When viewed against the crystal structure of the Ssp DnaB mini-intein, a few of the mutations are located close to the intein active site, whereas other mutations are farther away (Fig. 4). The mutations S18P and I58T are located on the opposite side of the active site on the intein surface, where they may promote the correct positioning of β-strands β1, β2, and β12 that are directly connected to the active site. The two mutations S107A and S114P are located in the loop between the I^N and I^C parts from which the endonuclease domain was deleted and that shows no electron density in the crystal structure of the intein (42). The H143R mutation is perhaps most interesting because His-143 is a highly conserved residue thought to be part of a charge-relay system catalyzing the Asn cyclization during splicing (42). Therefore the H143R mutation likely helped to strengthen the active site in a direct way in the improved inteins. The M913 intein, in which the H143R mutation was replaced by a H143S mutation, performed better at some sites but worse at other sites, in comparison with the M30 intein. The P142L mutation in the M86 and M907 inteins is adjacent to the H143R mutation and perhaps further strengthened the active site conformation through the H143R mutation. A mutant solely harboring the H143R mutation had no splicing activity when tested at insertion site 2 (Table 3).

In general, the inherent ability of an intein to splice is dependent upon folding into an active conformation. Achieving this conformation requires that the global intein structure is established and that the local structure at the active site is optimized for splicing. Global intein structure may be influenced by the folding dynamics of the host protein, and if the intein misfolds, it will not splice. However, even if the global intein structure is achieved, in new host contexts, suboptimal local structure at the active site of the intein might exist and result in non-splicing or cleavage instead of splicing. Our results suggest that the improved generality observed for the mutant inteins generated in this study was achieved by a greater level of structural robustness, such that the intein could possibly force its active conformation on the host protein and the directly flanking amino acids, rather than the other way around.
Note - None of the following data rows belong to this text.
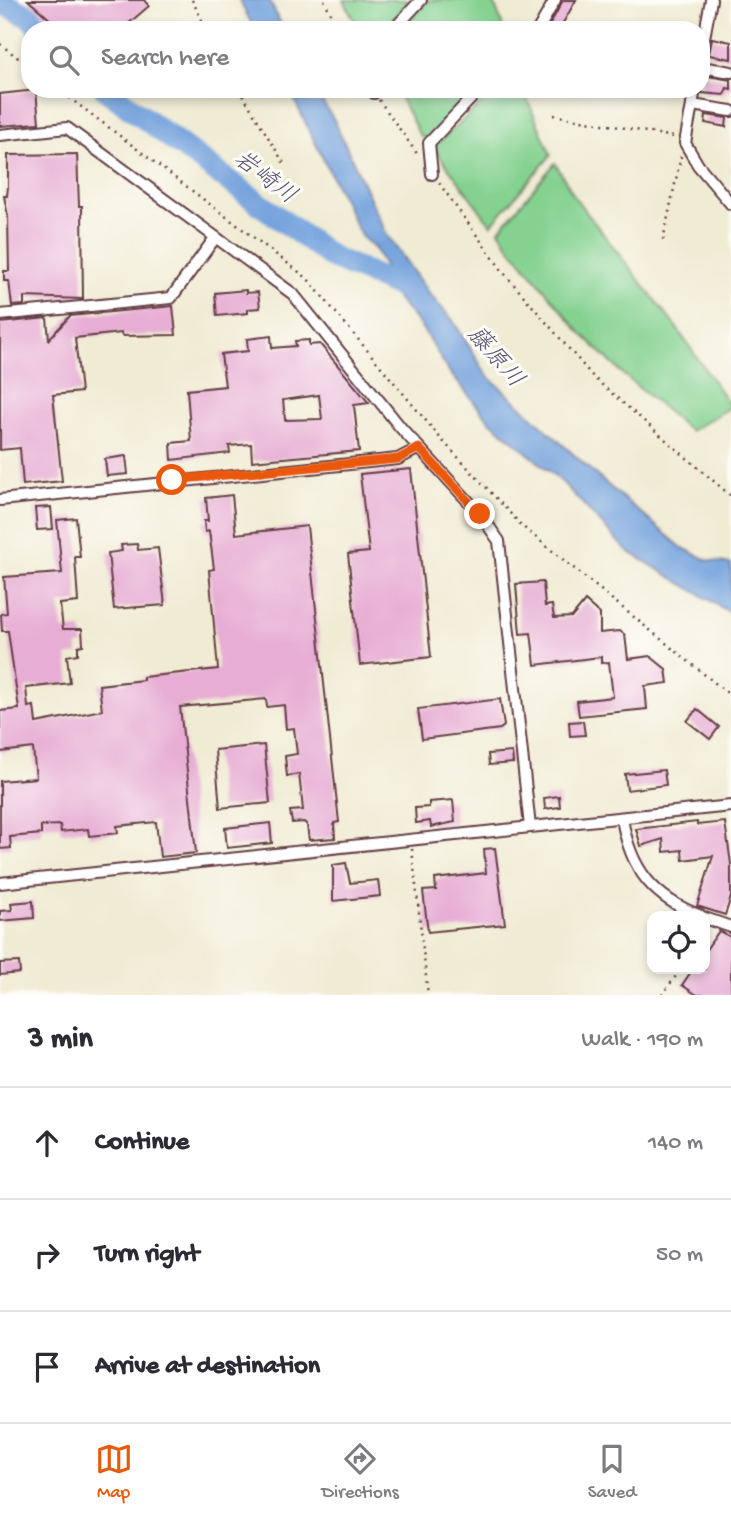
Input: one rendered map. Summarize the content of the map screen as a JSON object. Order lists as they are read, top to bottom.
{
  "water": ["岩崎川", "藤原川"],
  "page": {
    "search": "Search here",
    "heading": ["3 min", "Walk · 190 m"],
    "list": [
      ["Continue", "140 m"],
      ["Turn right", "50 m"],
      "Arrive at destination"
    ],
    "nav": ["Map", "Directions", "Saved"]
  }
}
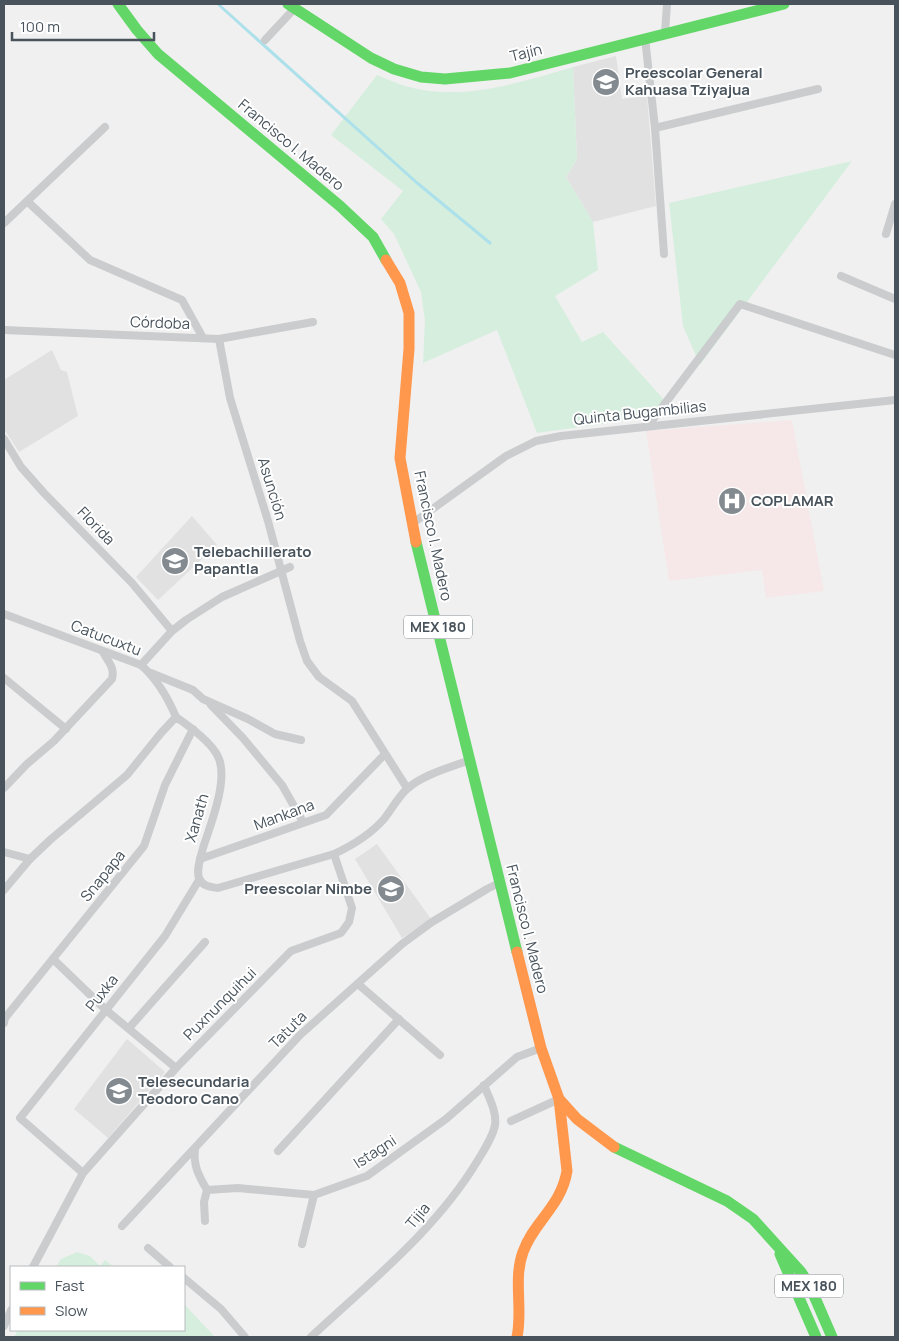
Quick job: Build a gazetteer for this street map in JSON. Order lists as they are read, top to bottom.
{
  "streets": {
    "main road": ["Tajín", "Francisco I. Madero", "MEX 180"],
    "street": [
      "Córdoba",
      "Quinta Bugambilias",
      "Asunción",
      "Florida",
      "Catucuxtu",
      "Mankana",
      "Xanath",
      "Snapapa",
      "Puxka",
      "Puxnunquihui",
      "Tatuta",
      "Istagni",
      "Tijia"
    ]
  },
  "crossings": [
    ["Francisco I. Madero", "Quinta Bugambilias"],
    ["Francisco I. Madero", "MEX 180"],
    ["Francisco I. Madero", "Tatuta"],
    ["Francisco I. Madero", "Istagni"],
    ["Córdoba", "Asunción"],
    ["Asunción", "Mankana"],
    ["Catucuxtu", "Xanath"],
    ["Mankana", "Xanath"],
    ["Xanath", "Snapapa"],
    ["Xanath", "Puxka"],
    ["Puxka", "Puxnunquihui"],
    ["Istagni", "Tijia"]
  ],
  "places": {
    "school or university": [
      "Preescolar General Kahuasa Tziyajua",
      "Telebachillerato Papantla",
      "Preescolar Nimbe",
      "Telesecundaria Teodoro Cano"
    ],
    "hospital": ["COPLAMAR"]
  },
  "legend": ["Fast", "Slow"],
  "scale_bar": "100 m"
}
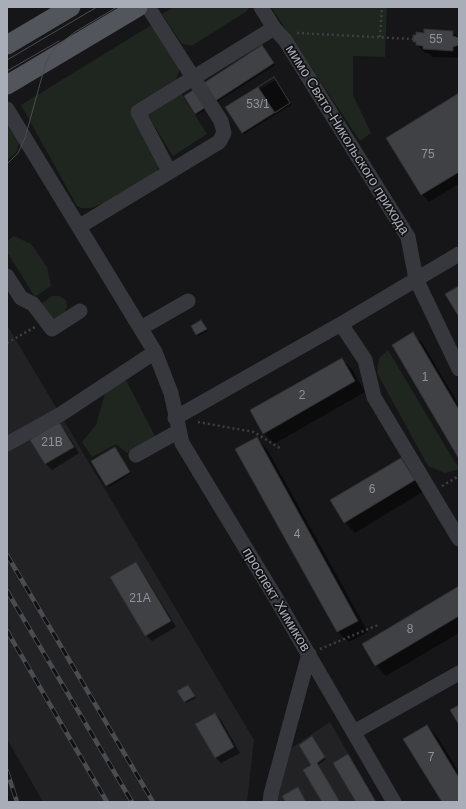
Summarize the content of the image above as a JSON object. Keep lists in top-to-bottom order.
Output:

As the practical applications of inteins continue to expand, the availability of more general and more efficient inteins will be key to increasing the rate of success by overcoming the various degrees of extein specificities of natural and engineered inteins. Sequential directed evolution, as demonstrated in this study, provides an effective way of obtaining such improved inteins. Further rounds of sequential directed evolution might eventually lead toward a superintein that can splice in any sequence context.

Supplementary Material

Supplemental Data

supp_286_39_34440__index.html^{(1KB, html)}

Acknowledgments

We thank Simone Eppmann for technical assistance and Jens Binschik for discussion.

This work was supported by grants from the National Science and Engineering Research Council (NSERC) of Canada, the Canadian Institutes of Health Research (CIHR), the Deutsche Forschungsgemeinschaft (DFG Grant MO1073/3-1), and a Ph.D. stipend from the German National Merit Foundation (to I. V. T.).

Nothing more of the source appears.